### Dataset content
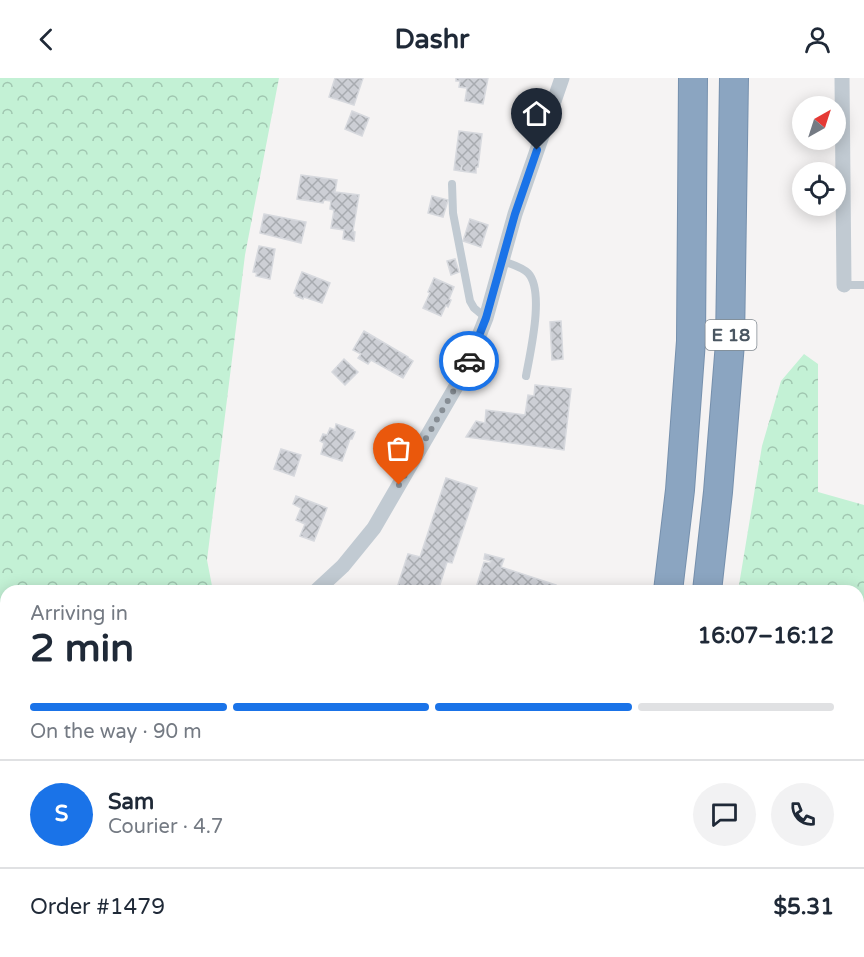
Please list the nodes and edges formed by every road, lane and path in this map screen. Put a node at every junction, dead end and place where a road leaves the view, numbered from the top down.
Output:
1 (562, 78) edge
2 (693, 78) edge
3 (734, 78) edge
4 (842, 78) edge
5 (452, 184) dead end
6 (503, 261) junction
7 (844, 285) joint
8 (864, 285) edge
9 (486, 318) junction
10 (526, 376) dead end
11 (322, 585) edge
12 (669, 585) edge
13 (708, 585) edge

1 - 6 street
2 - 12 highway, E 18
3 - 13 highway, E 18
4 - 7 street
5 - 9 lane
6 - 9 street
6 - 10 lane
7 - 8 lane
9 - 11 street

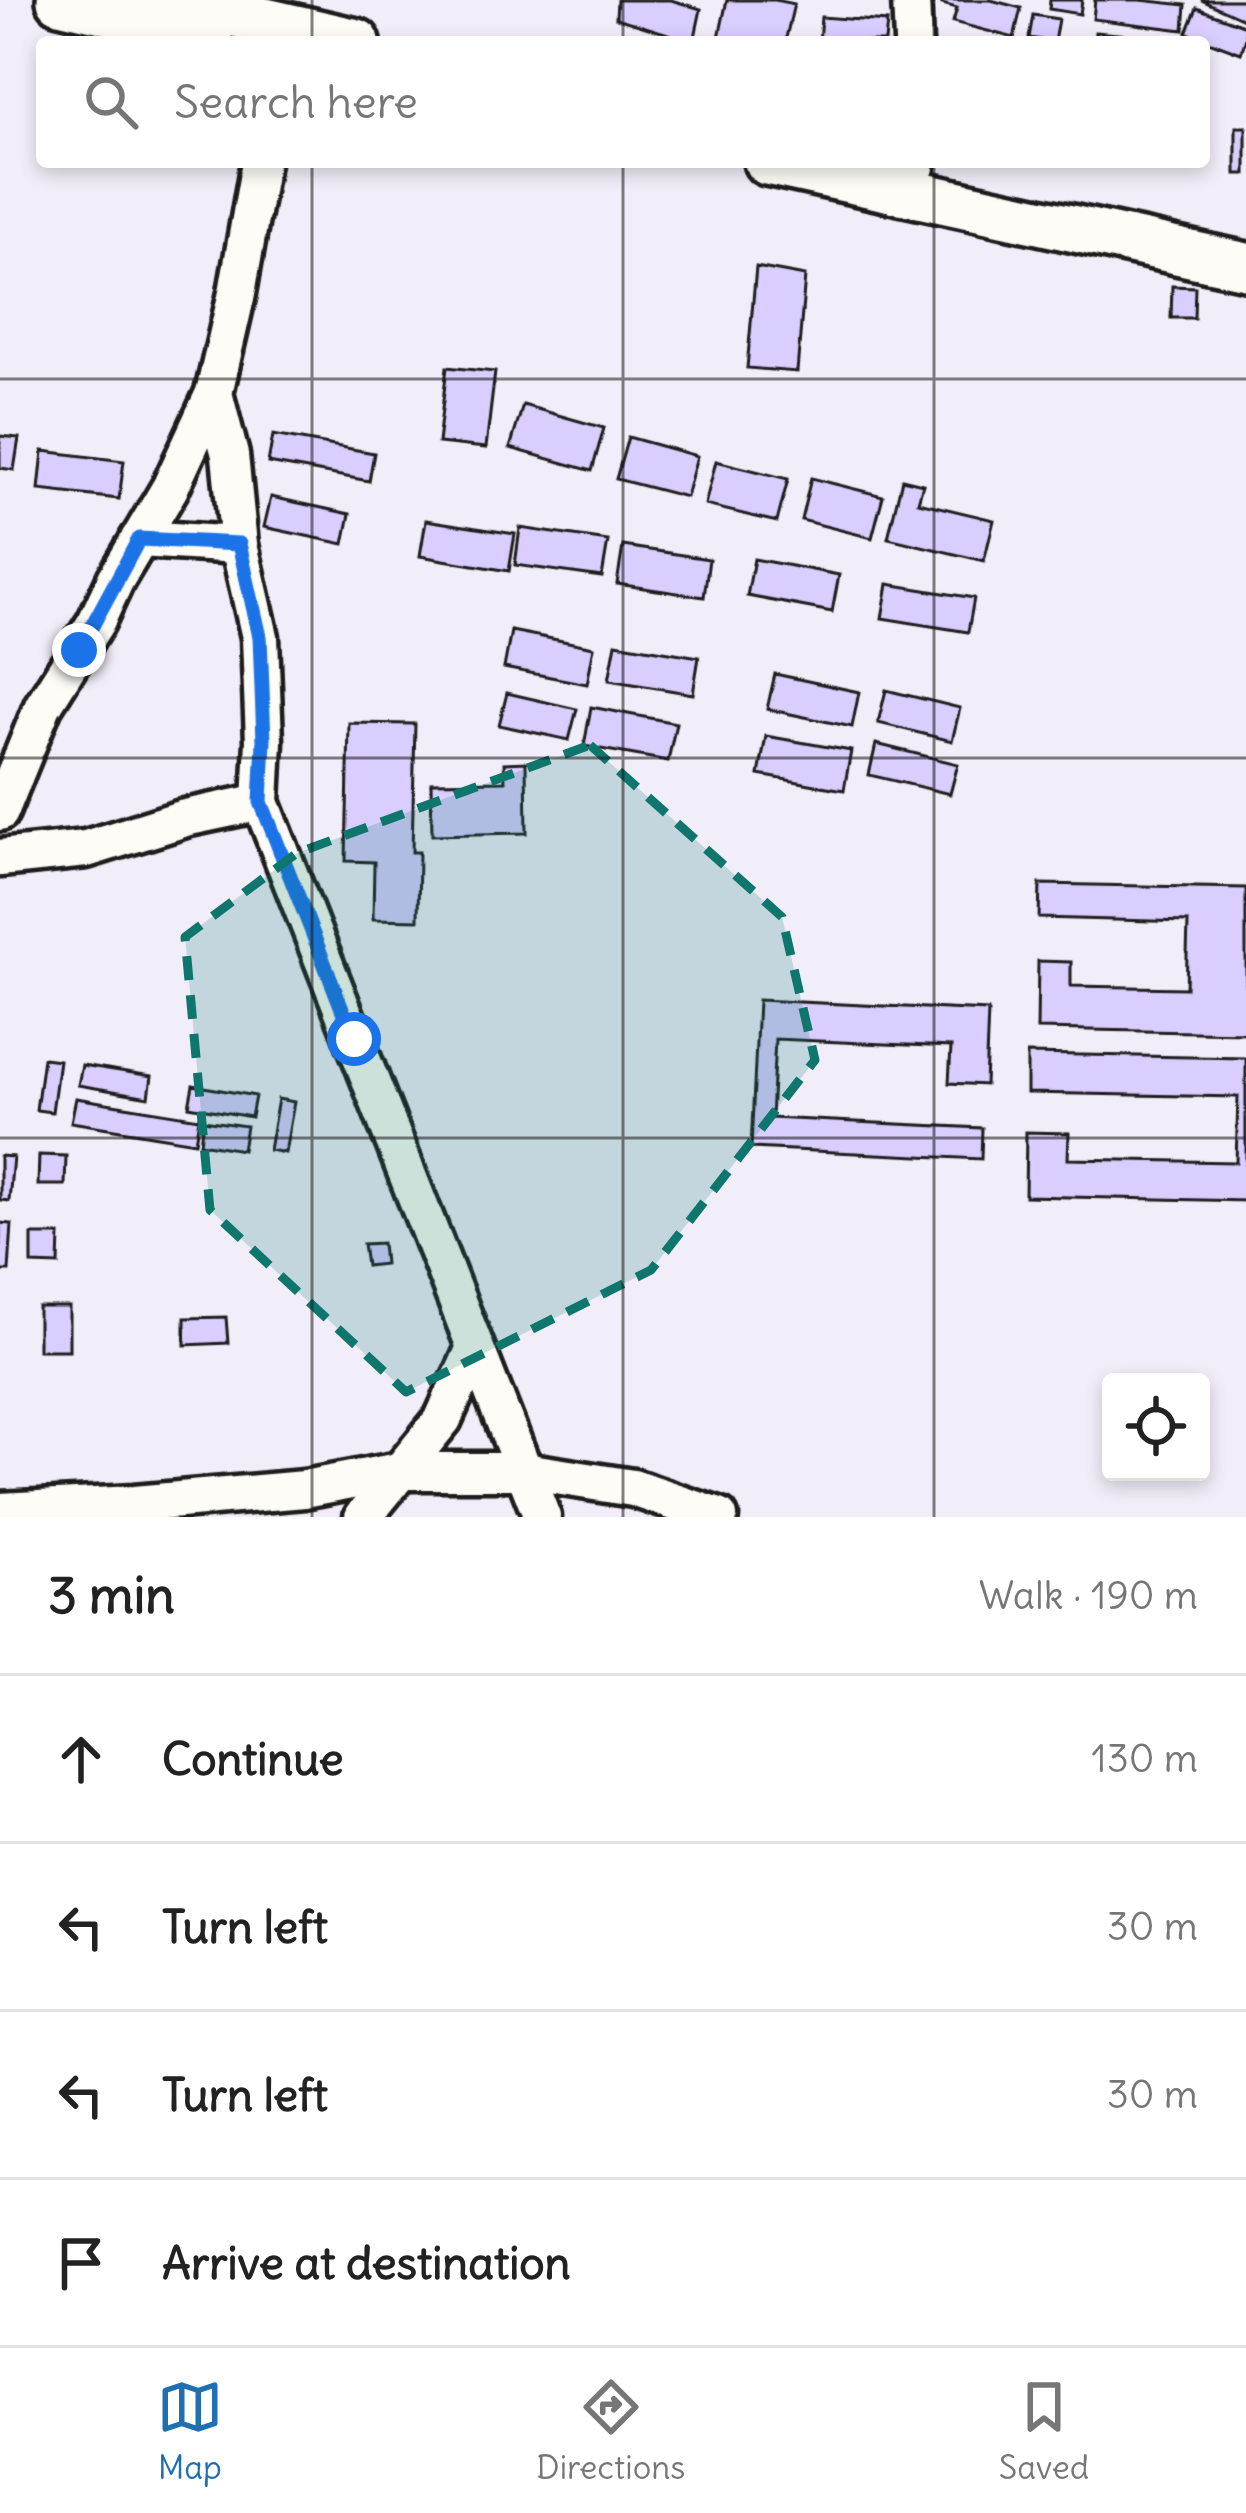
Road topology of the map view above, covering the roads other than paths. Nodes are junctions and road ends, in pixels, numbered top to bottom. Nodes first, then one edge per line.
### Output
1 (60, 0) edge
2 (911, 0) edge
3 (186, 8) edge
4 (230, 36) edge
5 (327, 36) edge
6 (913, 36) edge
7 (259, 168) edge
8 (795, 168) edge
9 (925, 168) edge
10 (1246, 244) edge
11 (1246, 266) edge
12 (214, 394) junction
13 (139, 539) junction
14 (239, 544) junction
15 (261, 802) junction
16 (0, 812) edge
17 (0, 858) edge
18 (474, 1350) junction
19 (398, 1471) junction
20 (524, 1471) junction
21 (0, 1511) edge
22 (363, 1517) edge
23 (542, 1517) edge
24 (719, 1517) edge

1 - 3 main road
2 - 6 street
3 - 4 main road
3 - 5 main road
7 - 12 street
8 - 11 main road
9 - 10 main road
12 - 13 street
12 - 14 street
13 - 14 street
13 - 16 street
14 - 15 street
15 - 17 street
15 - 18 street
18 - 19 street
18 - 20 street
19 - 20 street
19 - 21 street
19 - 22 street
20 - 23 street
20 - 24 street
* * *
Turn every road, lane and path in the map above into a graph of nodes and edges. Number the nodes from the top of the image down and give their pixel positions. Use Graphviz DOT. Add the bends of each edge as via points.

### Assigned task
Filter the entries down to the lines that include the string "every".

### The answer
Please list the nodes and edges formed by every road, lane and path in this map screen. Put a node at every junction, dead end and place where a road leaves the view, numbered from the top down.
Turn every road, lane and path in the map above into a graph of nodes and edges. Number the nodes from the top of the image down and give their pixel positions. Use Graphviz DOT. Add the bends of each edge as via points.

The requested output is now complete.